[[ Given records open ]]

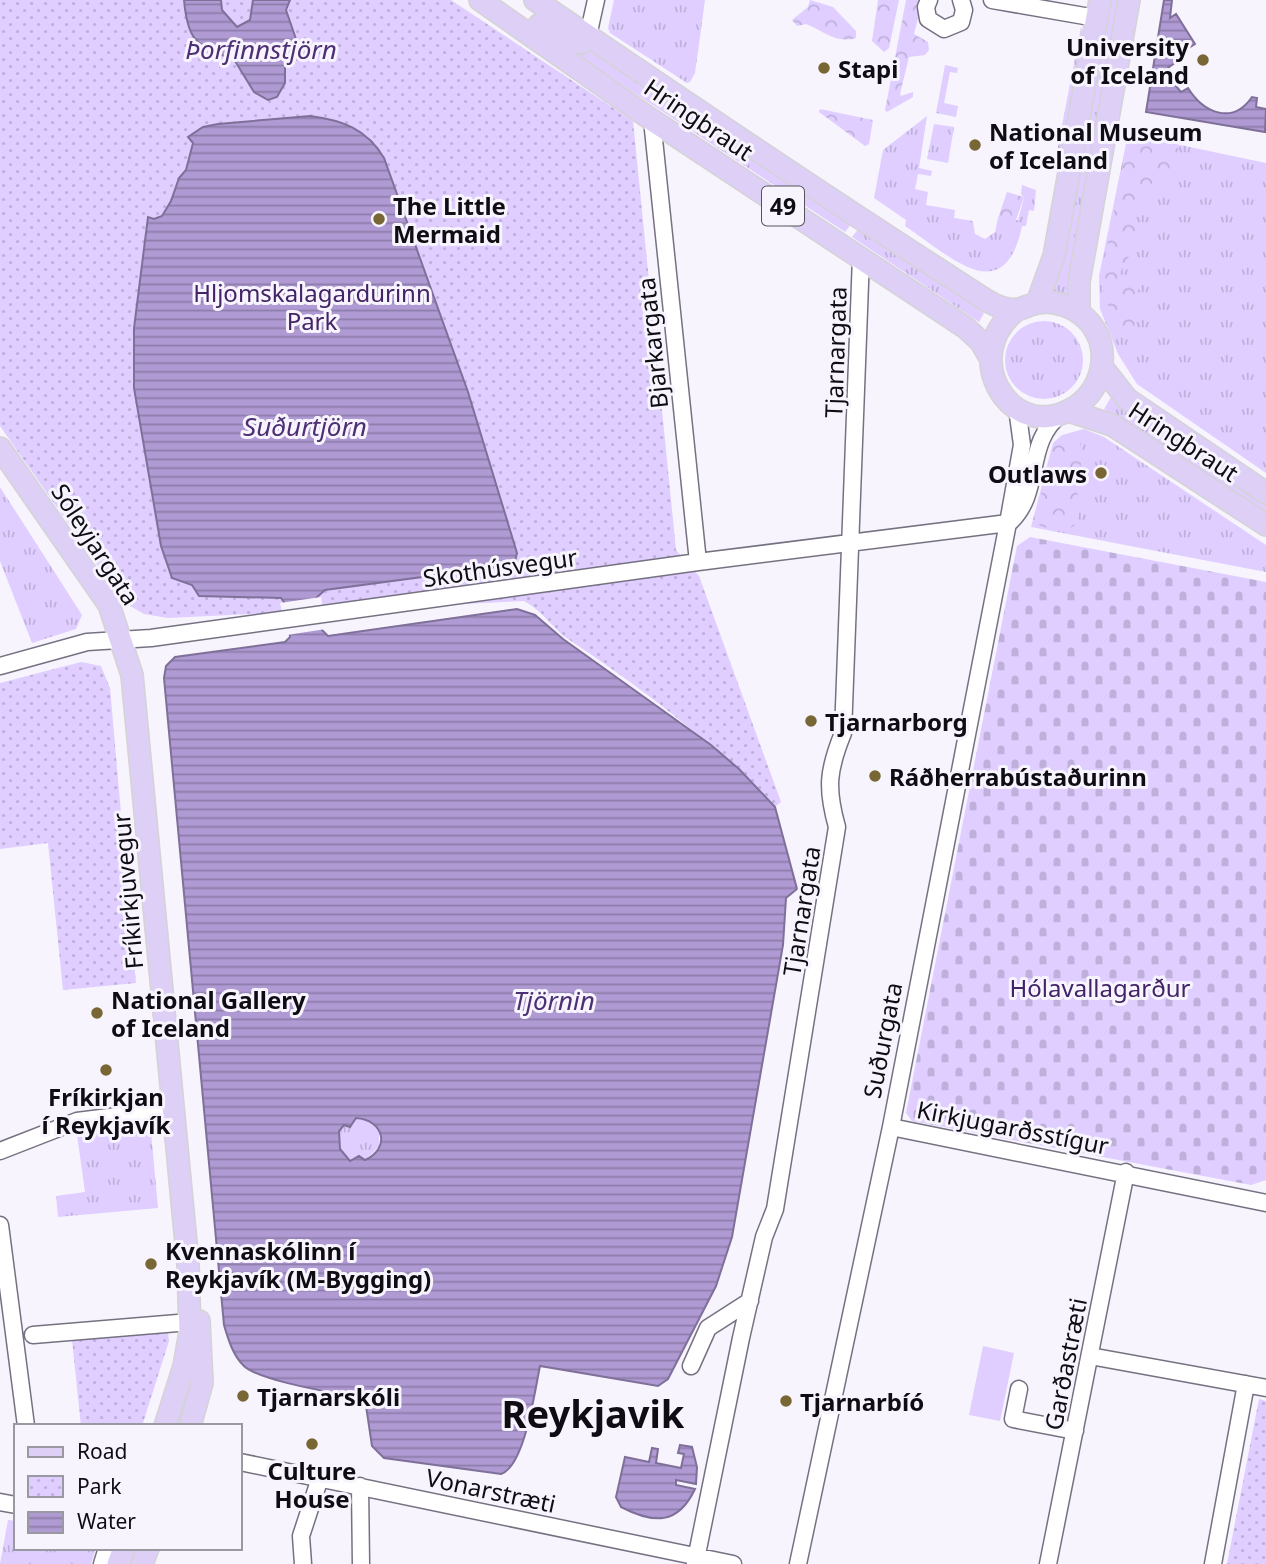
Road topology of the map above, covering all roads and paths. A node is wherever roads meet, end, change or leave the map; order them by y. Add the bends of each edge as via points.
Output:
1 (480, 0) edge
2 (499, 0) edge
3 (535, 0) edge
4 (596, 0) edge
5 (929, 0) edge
6 (961, 0) edge
7 (992, 0) edge
8 (1129, 0) edge
9 (1098, 9) edge
10 (588, 36) junction
11 (652, 120) junction
12 (861, 257) junction
13 (1027, 306) junction
14 (1079, 313) junction
15 (989, 356) junction
16 (1102, 367) junction
17 (1017, 408) junction
18 (1066, 412) junction
19 (0, 448) edge
20 (0, 473) edge
21 (1266, 493) edge
22 (1008, 523) junction
23 (1266, 525) edge
24 (852, 543) junction
25 (698, 562) junction
26 (121, 639) junction
27 (0, 666) edge
28 (173, 1108) junction
29 (891, 1127) junction
30 (0, 1151) edge
31 (1125, 1172) junction
32 (1266, 1203) edge
33 (0, 1225) edge
34 (750, 1301) junction
35 (720, 1322) junction
36 (194, 1329) junction
37 (33, 1335) dead end
38 (741, 1338) junction
39 (1090, 1356) junction
40 (691, 1366) dead end
41 (1247, 1384) junction
42 (1266, 1388) edge
43 (1019, 1389) dead end
44 (26, 1424) edge
45 (166, 1424) edge
46 (191, 1424) edge
47 (1075, 1431) junction
48 (242, 1462) edge
49 (320, 1478) junction
50 (360, 1486) junction
51 (696, 1560) edge
52 (303, 1564) edge
53 (361, 1564) edge
54 (733, 1564) edge
55 (798, 1564) edge
56 (1048, 1564) edge
57 (1213, 1564) edge

1 - 11 main road, Hringbraut / 49
2 - 10 main road via 564,40 581,43
3 - 10 main road, Hringbraut / 49
4 - 10 street
5 - 6 street via 928,19 944,29 961,22
7 - 9 street
8 - 14 main road via 1079,282
9 - 13 main road via 1054,256
10 - 13 main road, Hringbraut / 49 via 988,301
11 - 12 main road, Hringbraut / 49
11 - 25 street, Bjarkargata
12 - 15 main road, Hringbraut / 49 via 966,328
12 - 24 street, Tjarnargata
13 - 14 main road, 49 via 1058,304
13 - 15 main road via 1000,326
14 - 16 main road via 1100,341
15 - 17 main road, 49 via 993,381
16 - 18 main road via 1090,394
16 - 21 main road, Hringbraut via 1127,399
17 - 18 main road via 1038,415
17 - 22 street, Suðurgata via 1021,445
18 - 22 street, Suðurgata via 1041,436 1027,497
18 - 23 main road, Hringbraut via 1112,425
19 - 26 main road, Sóleyjargata via 110,605
20 - 26 main road, Sóleyjargata via 99,616
22 - 24 street, Skothúsvegur
22 - 29 street, Suðurgata
24 - 25 street, Skothúsvegur
24 - 34 street, Tjarnargata via 843,733 830,765 829,798 837,827 775,1209
25 - 26 street, Skothúsvegur
26 - 27 street, Skothúsvegur via 77,644
26 - 28 main road, Fríkirkjuvegur via 134,693
28 - 30 street via 77,1121
28 - 36 main road, Fríkirkjuvegur
29 - 31 street, Kirkjugarðsstígur
29 - 55 street, Suðurgata
31 - 32 street, Kirkjugarðsstígur
31 - 39 street, Garðastræti
33 - 44 street
34 - 35 street
34 - 38 street, Tjarnargata
35 - 38 street via 736,1328
35 - 40 street via 708,1328
36 - 37 street
36 - 45 main road
36 - 46 main road via 202,1383
38 - 51 street, Tjarnargata
39 - 41 street
39 - 47 street, Garðastræti
41 - 42 street
41 - 57 street
43 - 47 street via 1013,1419
47 - 56 street, Garðastræti
48 - 49 street, Vonarstræti
49 - 50 street, Vonarstræti
49 - 52 street via 302,1536
50 - 51 street, Vonarstræti
50 - 53 street
51 - 54 street, Vonarstræti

[[ Given records closed ]]

Problem: Copy out all lines above that include the string "Tjarnargata".

Output:
12 - 24 street, Tjarnargata
24 - 34 street, Tjarnargata via 843,733 830,765 829,798 837,827 775,1209
34 - 38 street, Tjarnargata
38 - 51 street, Tjarnargata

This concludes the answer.